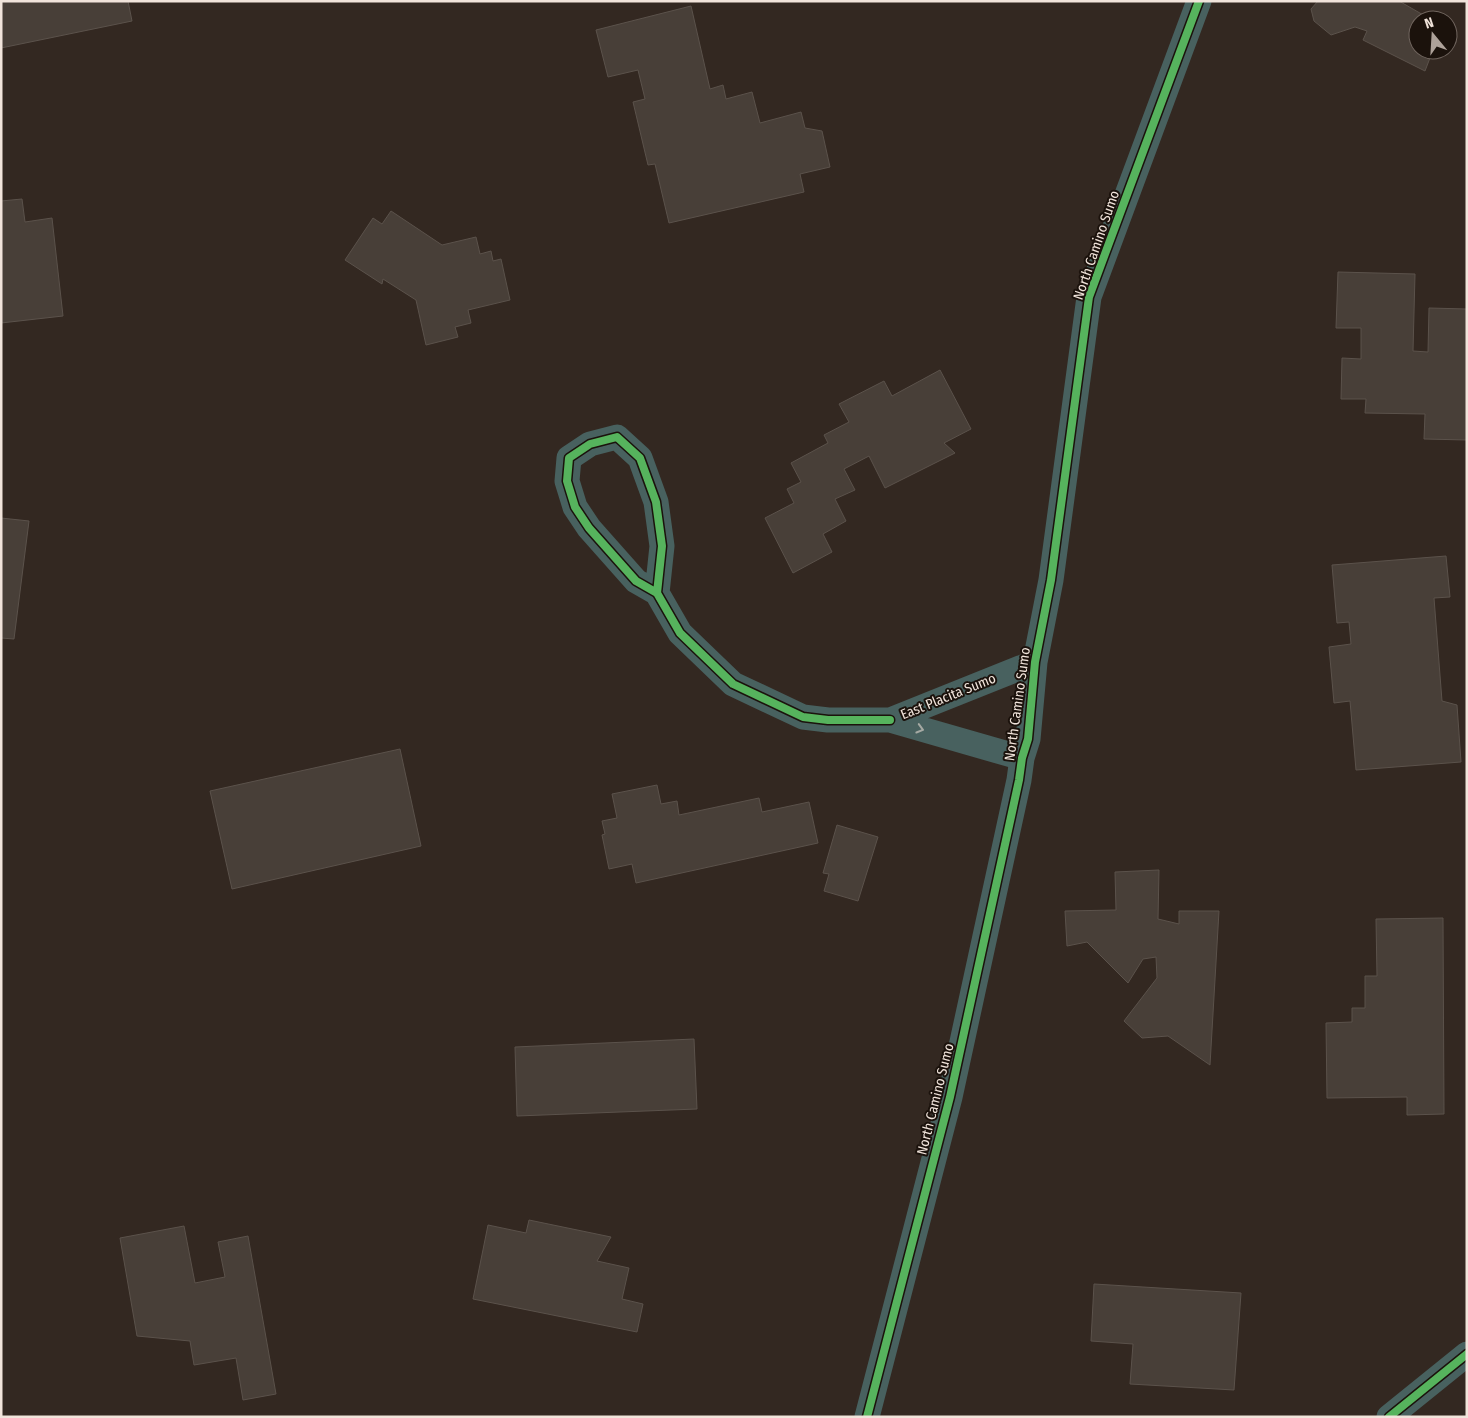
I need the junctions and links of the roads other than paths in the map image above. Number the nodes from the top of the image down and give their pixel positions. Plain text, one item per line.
1 (1199, 1) edge
2 (657, 593) junction
3 (1035, 662) junction
4 (890, 720) junction
5 (1022, 758) junction
6 (1467, 1354) edge
7 (867, 1417) edge
8 (1389, 1417) edge

1 - 3 street, North Camino Sumo
2 - 2 street, East Placita Sumo
2 - 4 street, East Placita Sumo
3 - 4 street, East Placita Sumo
3 - 5 street, North Camino Sumo
4 -> 5 street, East Placita Sumo
5 - 7 street, North Camino Sumo
6 - 8 street

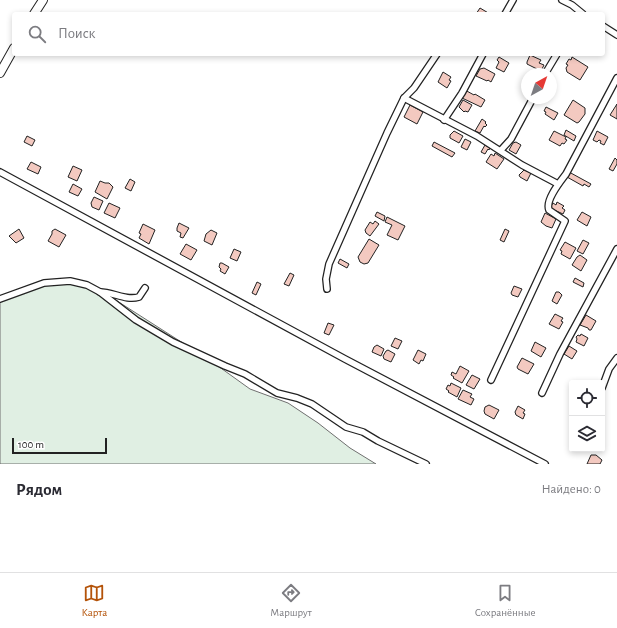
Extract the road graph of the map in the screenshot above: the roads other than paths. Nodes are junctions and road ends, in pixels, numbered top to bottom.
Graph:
1 (43, 0) edge
2 (513, 0) edge
3 (562, 0) edge
4 (35, 12) edge
5 (506, 12) edge
6 (580, 12) edge
7 (605, 27) edge
8 (617, 35) edge
9 (12, 52) edge
10 (436, 56) edge
11 (482, 56) edge
12 (556, 56) edge
13 (549, 68) edge
14 (0, 73) edge
15 (617, 78) edge
16 (404, 98) junction
17 (530, 104) edge
18 (444, 120) junction
19 (501, 150) junction
20 (0, 172) edge
21 (558, 184) junction
22 (617, 249) edge
23 (145, 288) dead end
24 (327, 289) dead end
25 (100, 292) junction
26 (0, 299) edge
27 (617, 358) edge
28 (490, 380) dead end
29 (605, 380) edge
30 (542, 393) dead end
31 (426, 464) edge
32 (545, 464) edge

1 - 4 main road
2 - 5 street
3 - 6 street
7 - 8 street
9 - 14 main road
10 - 16 street
11 - 18 street
12 - 13 street
15 - 21 street
16 - 18 street
16 - 24 street
17 - 19 street
18 - 19 street
19 - 21 street
20 - 32 street
21 - 28 street
22 - 30 street
23 - 25 street
25 - 26 street
25 - 31 street
27 - 29 street

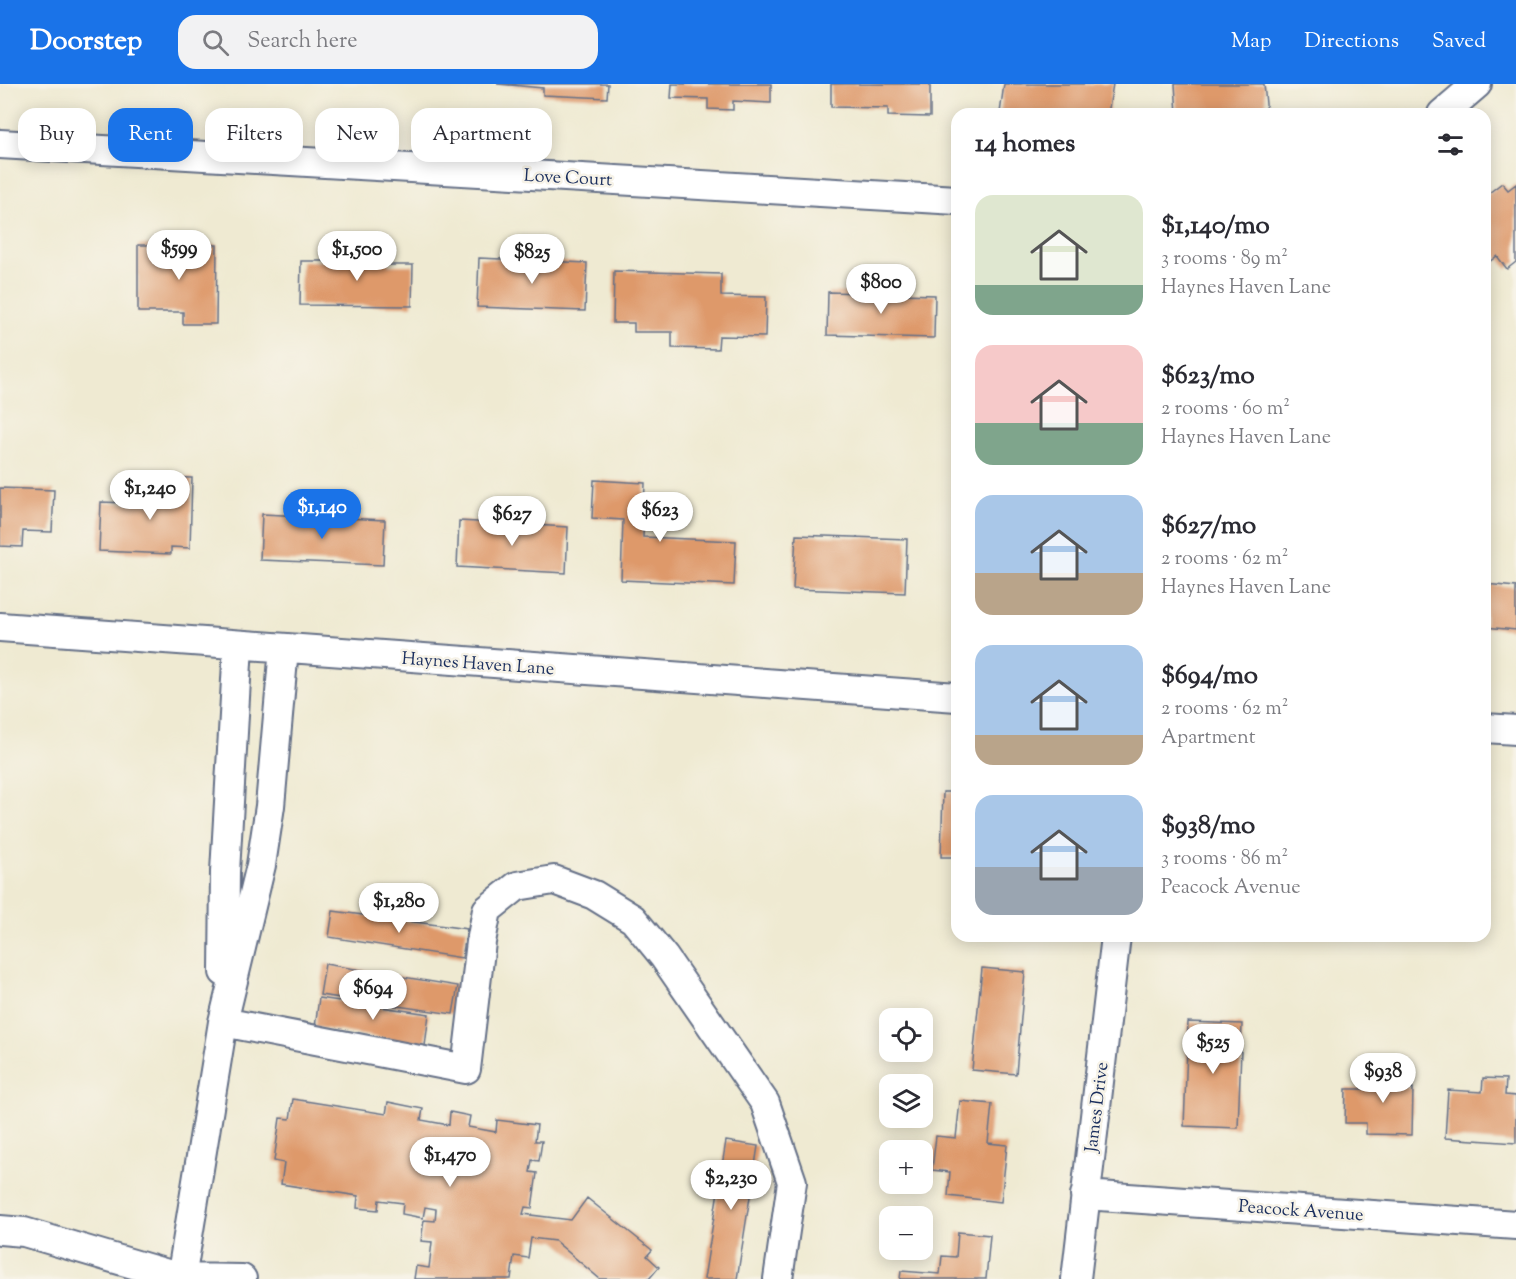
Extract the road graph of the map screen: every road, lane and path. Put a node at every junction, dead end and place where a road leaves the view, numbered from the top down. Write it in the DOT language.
graph roads {
  1 [pos="1477,84"];
  2 [pos="1449,108"];
  3 [pos="0,144"];
  4 [pos="951,200"];
  5 [pos="0,627"];
  6 [pos="238,645"];
  7 [pos="284,648"];
  8 [pos="951,697"];
  9 [pos="1491,728"];
  10 [pos="1516,730"];
  11 [pos="1115,942"];
  12 [pos="223,1022"];
  13 [pos="1085,1195"];
  14 [pos="1516,1225"];
  15 [pos="0,1230"];
  16 [pos="181,1278"];
  17 [pos="243,1279"];
  18 [pos="778,1279"];
  19 [pos="1076,1279"];
  1 -- 2 [label="street"];
  3 -- 4 [label="street, Love Court"];
  5 -- 6 [label="street, Haynes Haven Lane"];
  6 -- 7 [label="street, Haynes Haven Lane"];
  6 -- 12 [label="street"];
  7 -- 8 [label="street, Haynes Haven Lane"];
  7 -- 12 [label="street"];
  9 -- 10 [label="street"];
  11 -- 13 [label="street, James Drive"];
  12 -- 16 [label="street"];
  12 -- 18 [label="street"];
  13 -- 14 [label="street, Peacock Avenue"];
  13 -- 19 [label="street, James Drive"];
  15 -- 16 [label="street"];
  16 -- 17 [label="street"];
}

*Task directions*:
Please set down only the lines from the first line of the records above through the line that has "Extract the road graph of the map in", exactly, and not the pictures.

*Solution to the problem*:
I need the junctions and links of the roads other than paths in the map image above. Number the nodes from the top of the image down and give their pixel positions. Plain text, one item per line.
1 (1199, 1) edge
2 (657, 593) junction
3 (1035, 662) junction
4 (890, 720) junction
5 (1022, 758) junction
6 (1467, 1354) edge
7 (867, 1417) edge
8 (1389, 1417) edge

1 - 3 street, North Camino Sumo
2 - 2 street, East Placita Sumo
2 - 4 street, East Placita Sumo
3 - 4 street, East Placita Sumo
3 - 5 street, North Camino Sumo
4 -> 5 street, East Placita Sumo
5 - 7 street, North Camino Sumo
6 - 8 street

Extract the road graph of the map in the screenshot above: the roads other than paths. Nodes are junctions and road ends, in pixels, numbered top to bottom.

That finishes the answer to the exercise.